_What is needed_
Look through the data below. Collect every line where the word "this" occurs.

[[ Records for the exercise, beginning ]]

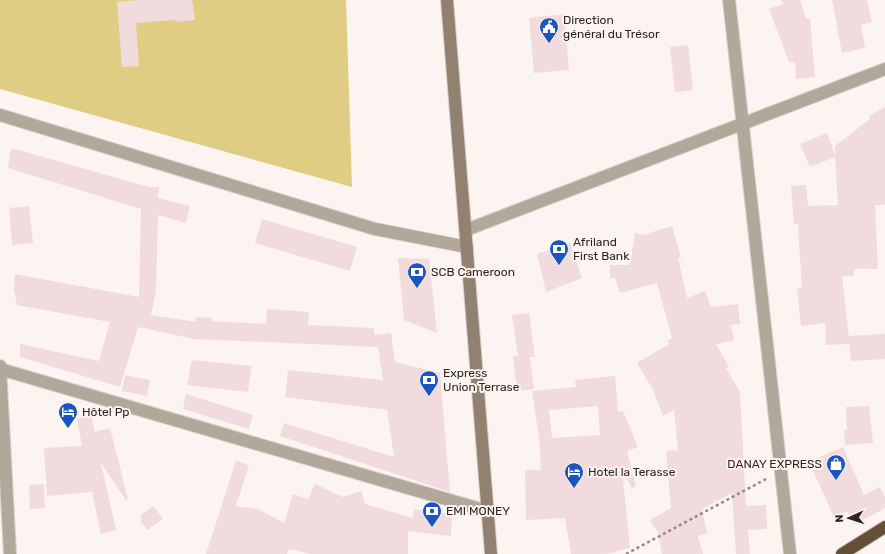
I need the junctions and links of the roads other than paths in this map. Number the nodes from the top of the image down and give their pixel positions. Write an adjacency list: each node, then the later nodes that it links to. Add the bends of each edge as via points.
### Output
1 (447, 0): 6 (street)
2 (729, 0): 5 (street)
3 (885, 69): 5 (street)
4 (0, 115): 7 (street, via 375,230)
5 (743, 124): 6 (street); 13 (street)
6 (466, 230): 7 (street)
7 (468, 247): 9 (street)
8 (0, 367): 9 (street); 11 (street)
9 (488, 511): 12 (street)
10 (885, 527): 14 (highway)
11 (10, 554)
12 (491, 554)
13 (790, 554)
14 (842, 554)

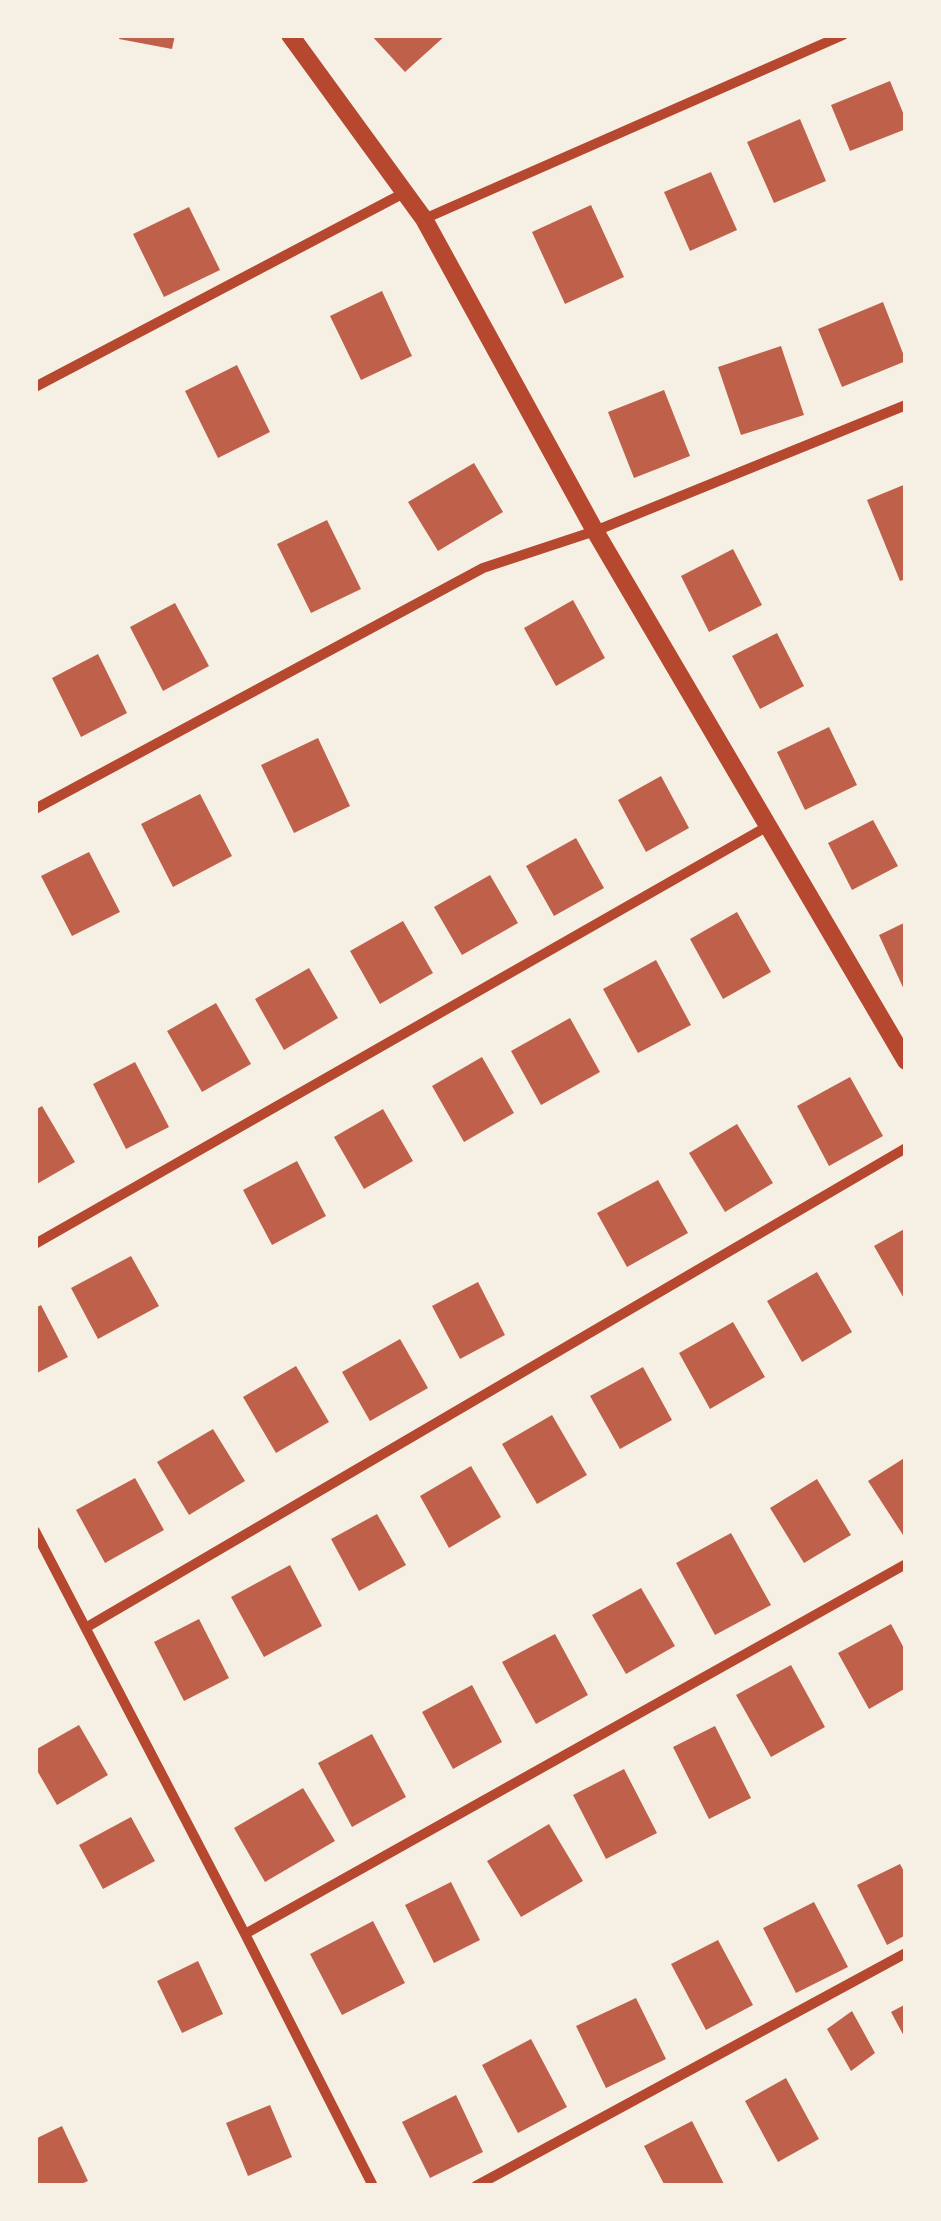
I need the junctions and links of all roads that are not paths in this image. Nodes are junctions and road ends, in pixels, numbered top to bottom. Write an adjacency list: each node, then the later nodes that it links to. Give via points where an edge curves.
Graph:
1 (290, 35): 5 (street)
2 (809, 35): 4 (street)
3 (843, 35): 4 (street)
4 (818, 46): 6 (street)
5 (404, 193): 6 (street); 7 (street)
6 (424, 219): 9 (street)
7 (35, 388)
8 (906, 405): 9 (street)
9 (595, 532): 10 (street, via 484,568); 11 (street)
10 (35, 809)
11 (768, 826): 12 (street); 14 (street)
12 (906, 1061)
13 (906, 1148): 17 (street)
14 (35, 1244)
15 (35, 1531): 17 (street)
16 (906, 1564): 18 (street)
17 (87, 1627): 18 (street)
18 (245, 1934): 20 (street)
19 (906, 1953): 21 (street)
20 (372, 2186)
21 (476, 2186)

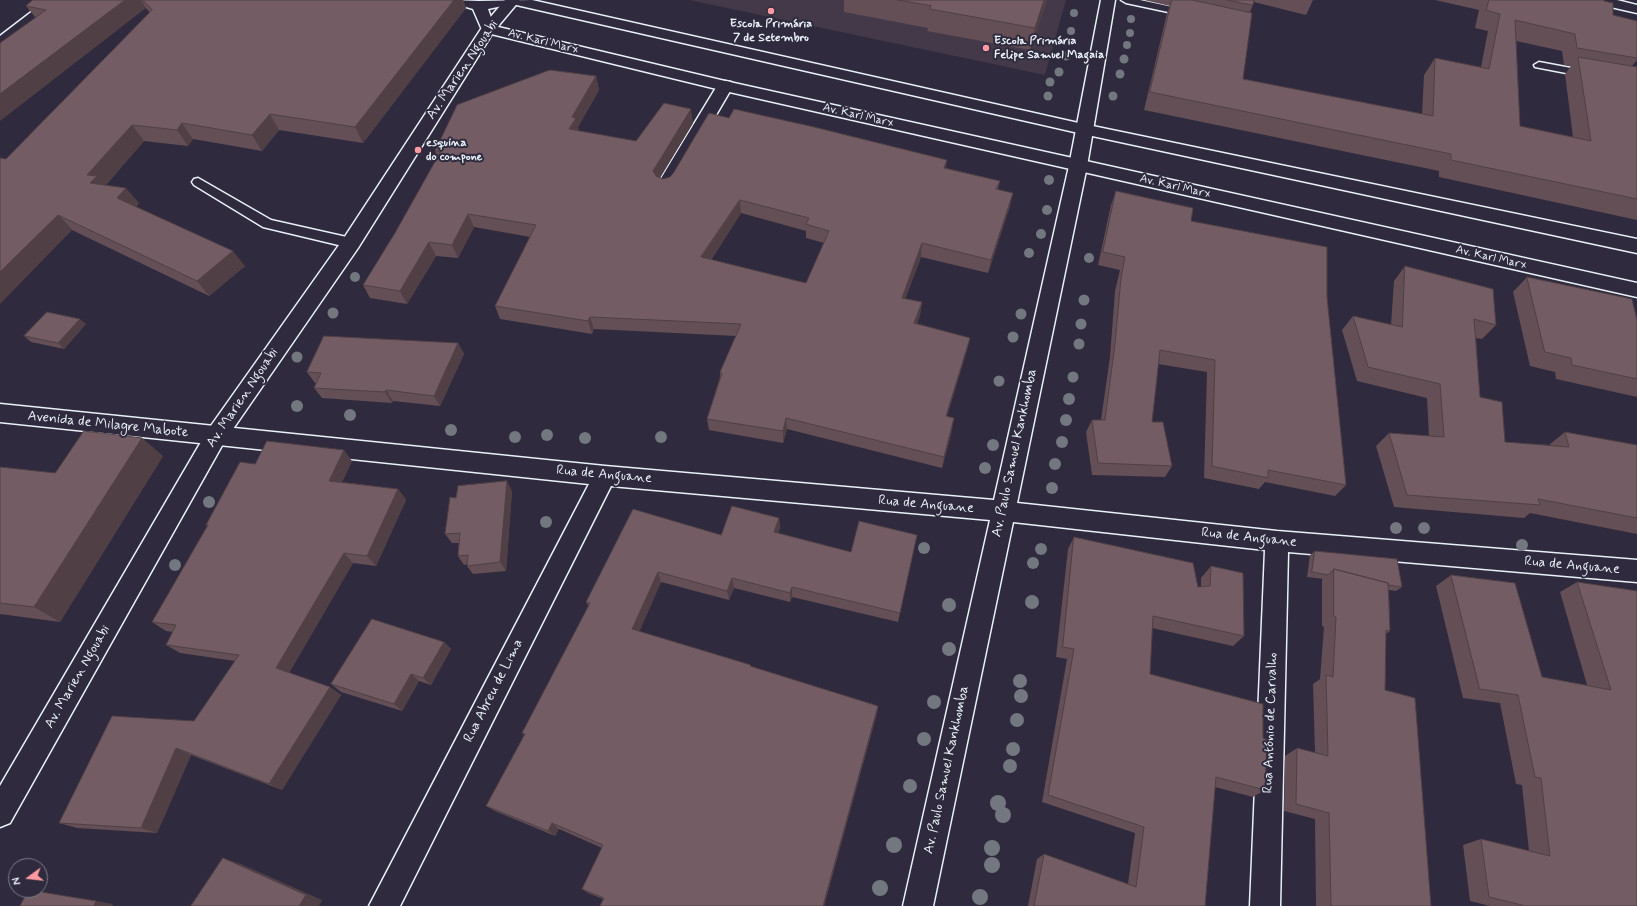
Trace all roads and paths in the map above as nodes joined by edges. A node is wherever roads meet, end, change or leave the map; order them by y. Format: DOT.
graph roads {
  1 [pos="56,0"];
  2 [pos="458,0"];
  3 [pos="513,0"];
  4 [pos="1108,0"];
  5 [pos="1126,0"];
  6 [pos="1598,0"];
  7 [pos="480,6"];
  8 [pos="1637,9"];
  9 [pos="1196,15"];
  10 [pos="488,29"];
  11 [pos="0,44"];
  12 [pos="1539,65"];
  13 [pos="1599,76"];
  14 [pos="725,86"];
  15 [pos="1083,129"];
  16 [pos="1078,166"];
  17 [pos="198,182"];
  18 [pos="666,185"];
  19 [pos="351,243"];
  20 [pos="1637,246"];
  21 [pos="1637,290"];
  22 [pos="0,413"];
  23 [pos="216,436"];
  24 [pos="605,476"];
  25 [pos="1002,511"];
  26 [pos="1277,541"];
  27 [pos="1637,571"];
  28 [pos="0,814"];
  29 [pos="384,906"];
  30 [pos="918,906"];
  31 [pos="1265,906"];
  1 -- 11 [label="street"];
  2 -- 7 [label="street"];
  3 -- 7 [label="street"];
  3 -- 10 [label="street, Av. Marien Ngouabi"];
  3 -- 15 [label="street"];
  4 -- 15 [label="street, Av. Paulo Samuel Kankhomba"];
  5 -- 9 [label="lane"];
  6 -- 8 [label="street"];
  7 -- 10 [label="street, Av. Karl Marx"];
  10 -- 14 [label="street, Av. Karl Marx"];
  10 -- 19 [label="street, Av. Marien Ngouabi"];
  12 -- 13 [label="lane"];
  14 -- 16 [label="street, Av. Karl Marx"];
  14 -- 18 [label="street"];
  15 -- 16 [label="street, Av. Paulo Samuel Kankhomba"];
  15 -- 20 [label="street"];
  16 -- 21 [label="street, Av. Karl Marx"];
  16 -- 25 [label="street, Av. Paulo Samuel Kankhomba"];
  17 -- 19 [label="lane"];
  19 -- 23 [label="street, Av. Marien Ngouabi"];
  22 -- 23 [label="street, Avenida de Milagre Mabote"];
  23 -- 24 [label="street, Rua de Anguane"];
  23 -- 28 [label="street, Av. Marien Ngouabi"];
  24 -- 25 [label="street, Rua de Anguane"];
  24 -- 29 [label="street, Rua Abreu de Lima"];
  25 -- 26 [label="street, Rua de Anguane"];
  25 -- 30 [label="street, Av. Paulo Samuel Kankhomba"];
  26 -- 27 [label="street, Rua de Anguane"];
  26 -- 31 [label="street, Rua António de Carvalho"];
}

[[ Records for the exercise, end ]]

_The completed task_
I need the junctions and links of the roads other than paths in this map. Number the nodes from the top of the image down and give their pixel positions. Write an adjacency list: each node, then the later nodes that it links to. Add the bends of each edge as via points.
I need the junctions and links of all roads that are not paths in this image. Nodes are junctions and road ends, in pixels, numbered top to bottom. Write an adjacency list: each node, then the later nodes that it links to. Give via points where an edge curves.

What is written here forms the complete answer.